625 Ninth Street, PO Box 1400
Rapid City, South Dakota
(Address of principal executive offices)
57709-1400
(Zip Code)
605.721.1700
(Registrant’s telephone number, including area code)
 
 
 
Not Applicable
(Former name or former address, if changed since last report)
____________

Check the appropriate box below if the Form 8-K filing is intended to simultaneously satisfy the filing obligation of the registrant under any of the following provisions (see General Instruction A.2. below):

o Written communications pursuant to Rule 425 under the Securities Act (17 CFR 230.425)

o Soliciting material pursuant to Rule 14a-12 under the Exchange Act (17 CFR 240.14a-12)

o Pre-commencement communications pursuant to Rule 14d-2(b) under the Exchange Act (17 CFR 240.14d-2(b))

o Pre-commencement communications pursuant to Rule 13e-4(c) under the Exchange Act (17 CFR 240.13e-4(c))    



    


Item 1.01 Entry into a Material Definitive Agreement.

On January 18, 2012, the Registrant issued a press release announcing that on January 18, 2012, its subsidiary Black Hills Non-Regulated Holdings LLC had entered into a definitive agreement to sell the capital stock of its energy marketing subsidiary, Enserco Energy Inc., to Twin Eagle Resource Management, LLC, subject to regulatory approvals and certain other closing conditions. The amount the Company expects to realize in connection with the transaction is the sum of several components, including a base price, the distribution of cash, the value of Enserco Energy’s trade book, working capital, and certain other adjustments at or before closing.
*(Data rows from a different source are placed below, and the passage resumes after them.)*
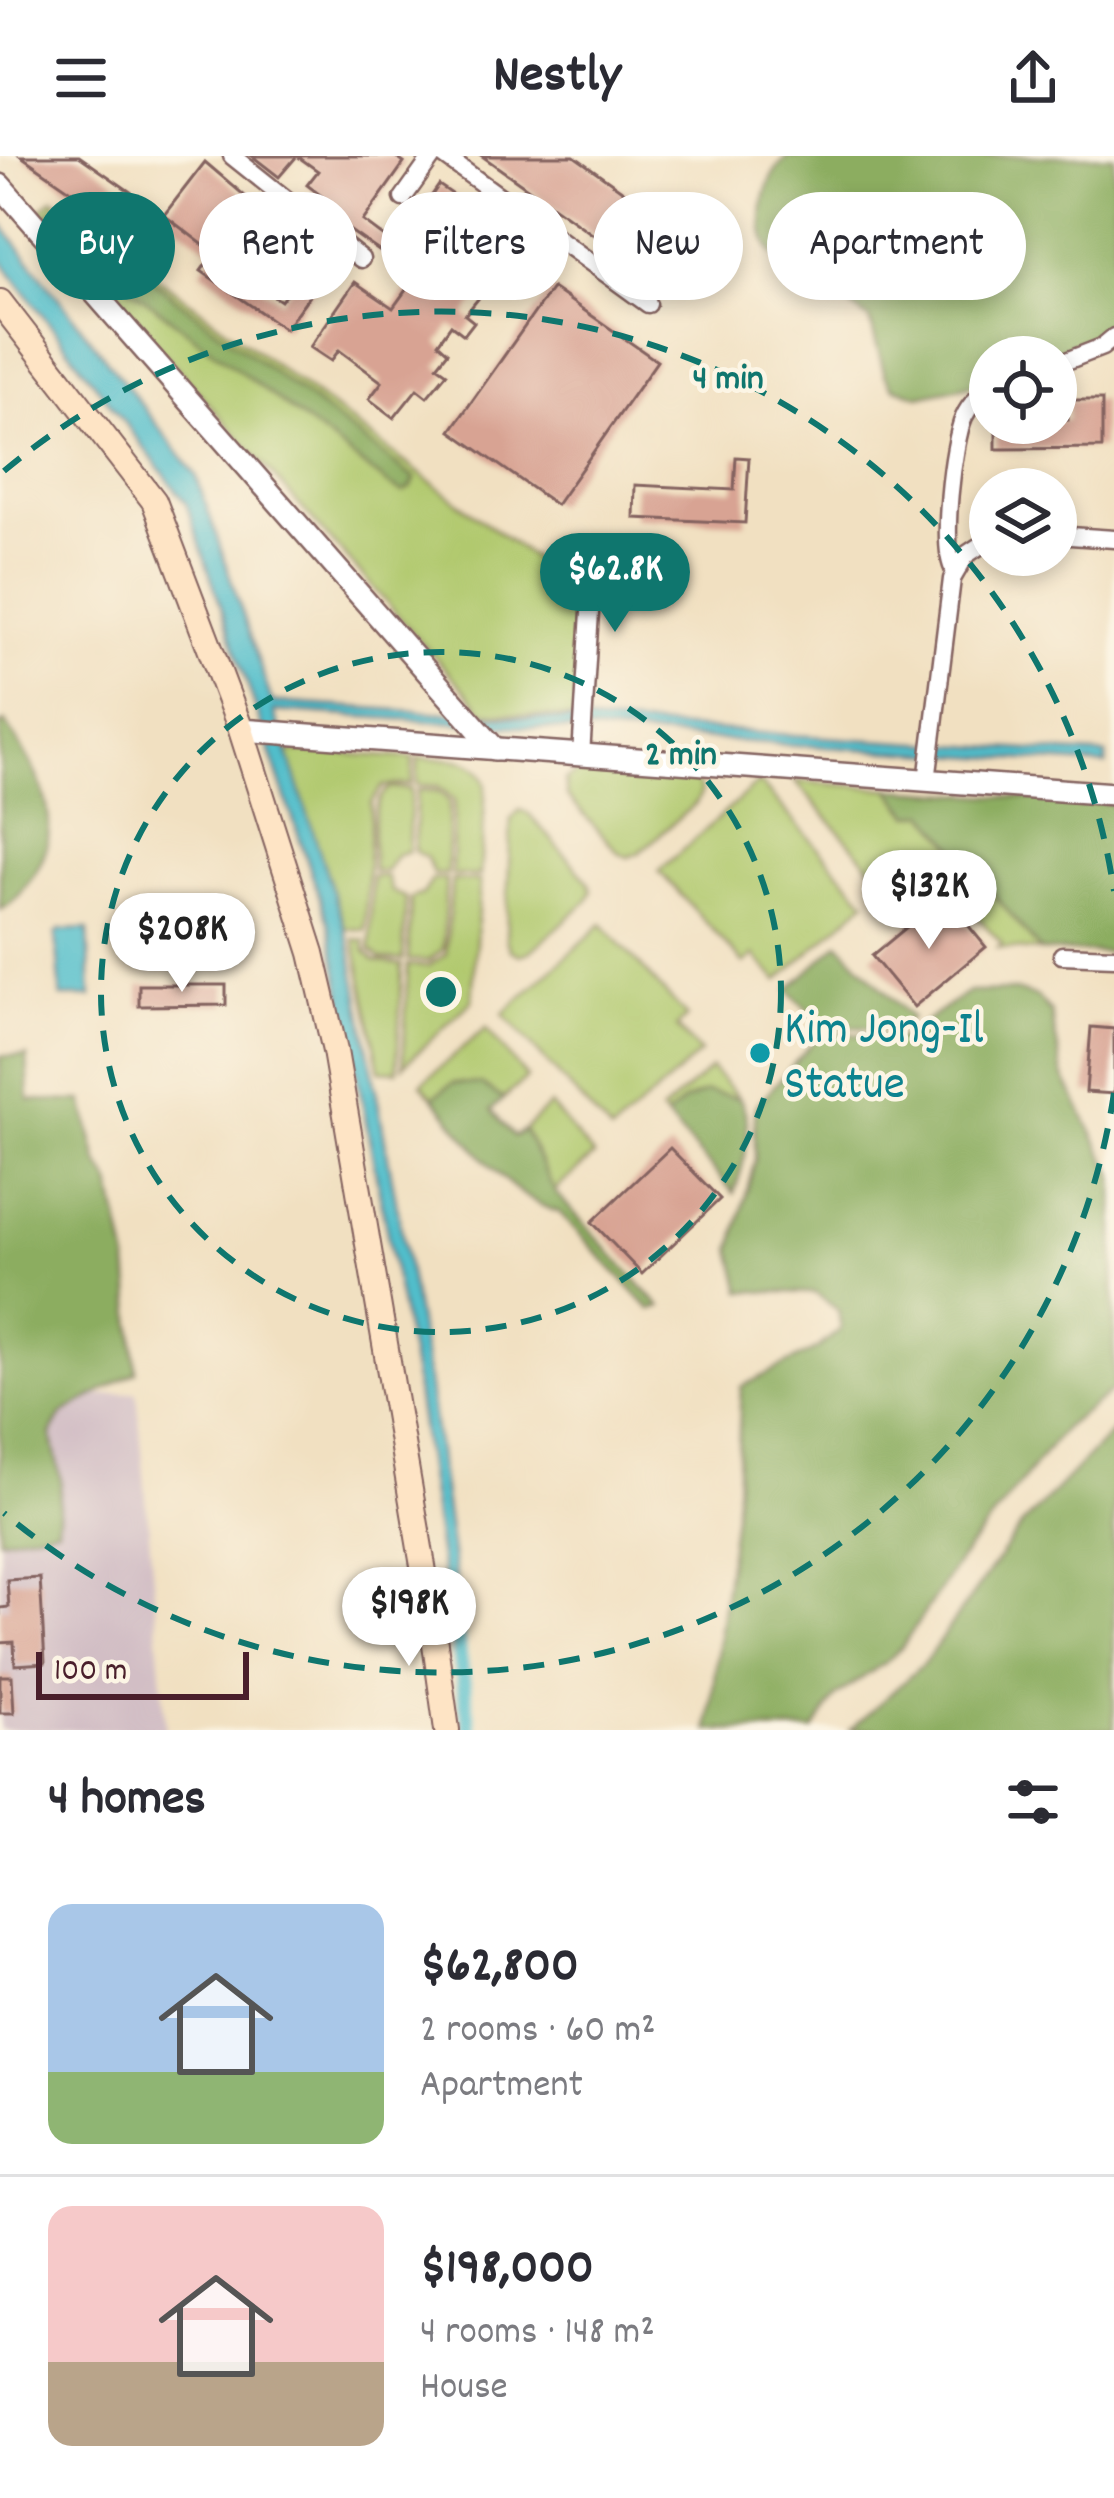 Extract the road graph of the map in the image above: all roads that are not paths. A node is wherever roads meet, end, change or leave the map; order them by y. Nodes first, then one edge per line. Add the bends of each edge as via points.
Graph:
1 (232, 156) edge
2 (433, 156) edge
3 (444, 156) edge
4 (0, 184) edge
5 (407, 192) edge
6 (361, 259) dead end
7 (0, 302) edge
8 (648, 304) dead end
9 (1114, 338) edge
10 (1077, 357) edge
11 (969, 411) edge
12 (1077, 536) edge
13 (1114, 539) edge
14 (594, 548) dead end
15 (969, 554) edge
16 (954, 570) junction
17 (241, 730) junction
18 (495, 748) junction
19 (581, 756) junction
20 (929, 761) junction
21 (1114, 794) edge
22 (1062, 955) dead end
23 (1114, 957) edge
24 (447, 1730) edge

1 - 6 street
2 - 5 street
3 - 8 street
4 - 18 street
7 - 17 main road via 154,501
9 - 10 street
11 - 16 street via 957,439 947,552
12 - 13 street
14 - 19 street
15 - 16 street
16 - 20 street
17 - 18 street
17 - 24 main road via 330,1020
18 - 19 street
19 - 20 street
20 - 21 street
22 - 23 street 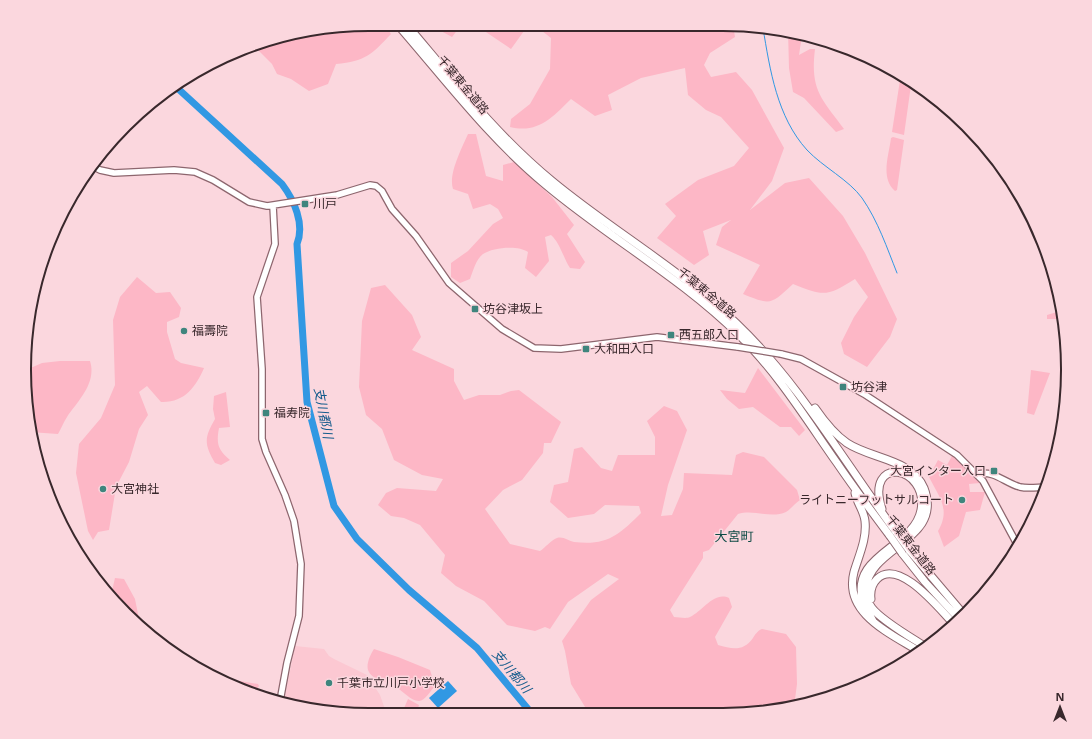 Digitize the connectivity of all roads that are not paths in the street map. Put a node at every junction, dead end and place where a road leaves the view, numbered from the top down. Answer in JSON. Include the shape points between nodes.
{"nodes":[{"id":1,"x":403,"y":31,"type":"edge"},
{"id":2,"x":412,"y":31,"type":"edge"},
{"id":3,"x":97,"y":169,"type":"edge"},
{"id":4,"x":274,"y":206,"type":"junction"},
{"id":5,"x":831,"y":433,"type":"junction"},
{"id":6,"x":978,"y":474,"type":"junction"},
{"id":7,"x":854,"y":487,"type":"junction"},
{"id":8,"x":1040,"y":487,"type":"edge"},
{"id":9,"x":882,"y":514,"type":"junction"},
{"id":10,"x":893,"y":534,"type":"junction"},
{"id":11,"x":1015,"y":541,"type":"edge"},
{"id":12,"x":906,"y":551,"type":"junction"},
{"id":13,"x":960,"y":611,"type":"edge"},
{"id":14,"x":877,"y":612,"type":"junction"},
{"id":15,"x":955,"y":615,"type":"edge"},
{"id":16,"x":950,"y":620,"type":"edge"},
{"id":17,"x":873,"y":621,"type":"junction"},
{"id":18,"x":921,"y":644,"type":"edge"},
{"id":19,"x":915,"y":648,"type":"edge"},
{"id":20,"x":281,"y":696,"type":"edge"}],
"edges":[{"from":1,"to":7,"type":"highway","name":"千葉東金道路","via":[[499,143],[531,173],[674,279],[740,336],[775,375]]},
{"from":2,"to":5,"type":"highway","name":"千葉東金道路","via":[[477,109],[525,158],[688,282],[770,356]]},
{"from":3,"to":4,"type":"street","via":[[114,173],[174,170],[195,172],[249,202]]},
{"from":4,"to":6,"type":"street","bridge":true,"via":[[345,193],[370,185],[378,187],[449,283],[502,329],[534,348],[561,350],[657,337],[794,356],[894,412],[957,455]]},
{"from":4,"to":20,"type":"street","via":[[275,244],[257,297],[262,369],[262,439],[294,521],[301,564],[299,616]]},
{"from":5,"to":9,"type":"highway","name":"千葉東金道路","via":[[840,454]]},
{"from":5,"to":14,"type":"highway","via":[[913,472],[926,494],[927,511],[918,529],[881,561],[868,580],[868,601]]},
{"from":6,"to":8,"type":"street","via":[[995,475],[1021,487]]},
{"from":6,"to":11,"type":"street"},
{"from":7,"to":10,"type":"highway","name":"千葉東金道路"},
{"from":7,"to":17,"type":"highway","via":[[864,515],[865,530],[854,573],[853,593],[862,612]]},
{"from":9,"to":10,"type":"highway","name":"千葉東金道路"},
{"from":9,"to":17,"type":"highway","via":[[878,485],[882,477],[890,472],[898,472],[911,477],[921,496],[919,518],[907,533],[875,560],[863,581],[864,603]]},
{"from":10,"to":12,"type":"highway","name":"千葉東金道路","bridge":true},
{"from":12,"to":13,"type":"highway","name":"千葉東金道路"},
{"from":12,"to":15,"type":"highway","name":"千葉東金道路","via":[[925,582]]},
{"from":14,"to":16,"type":"highway","via":[[871,596],[872,587],[880,576],[896,574],[908,579]]},
{"from":14,"to":18,"type":"highway"},
{"from":17,"to":19,"type":"highway"}]}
The Company expects net cash proceeds from the transaction to total approximately $160 to $170 million. The transaction is expected to close during the first quarter of 2012.
    
Item 2.02 Results of Operations and Financial Condition
The Registrant also announced an adjusted earnings guidance range for 2011 financial results. Fiscal 2011 net income, as adjusted, from continuing and discontinued operations is expected to be in the range of $1.90 to $1.96 per share.
The press release is attached as Exhibit 99 to this Form 8-K. This information is being furnished pursuant to Item 2.02 of Form 8-K and shall not be deemed to be “filed” for the purposes of Section 18 of the Securities Exchange Act of 1934, as amended, or otherwise subject to the liabilities of that section, nor shall it be deemed incorporated by reference in any filing under the Securities Act of 1933, except as shall be expressly set forth by specific reference in such filing.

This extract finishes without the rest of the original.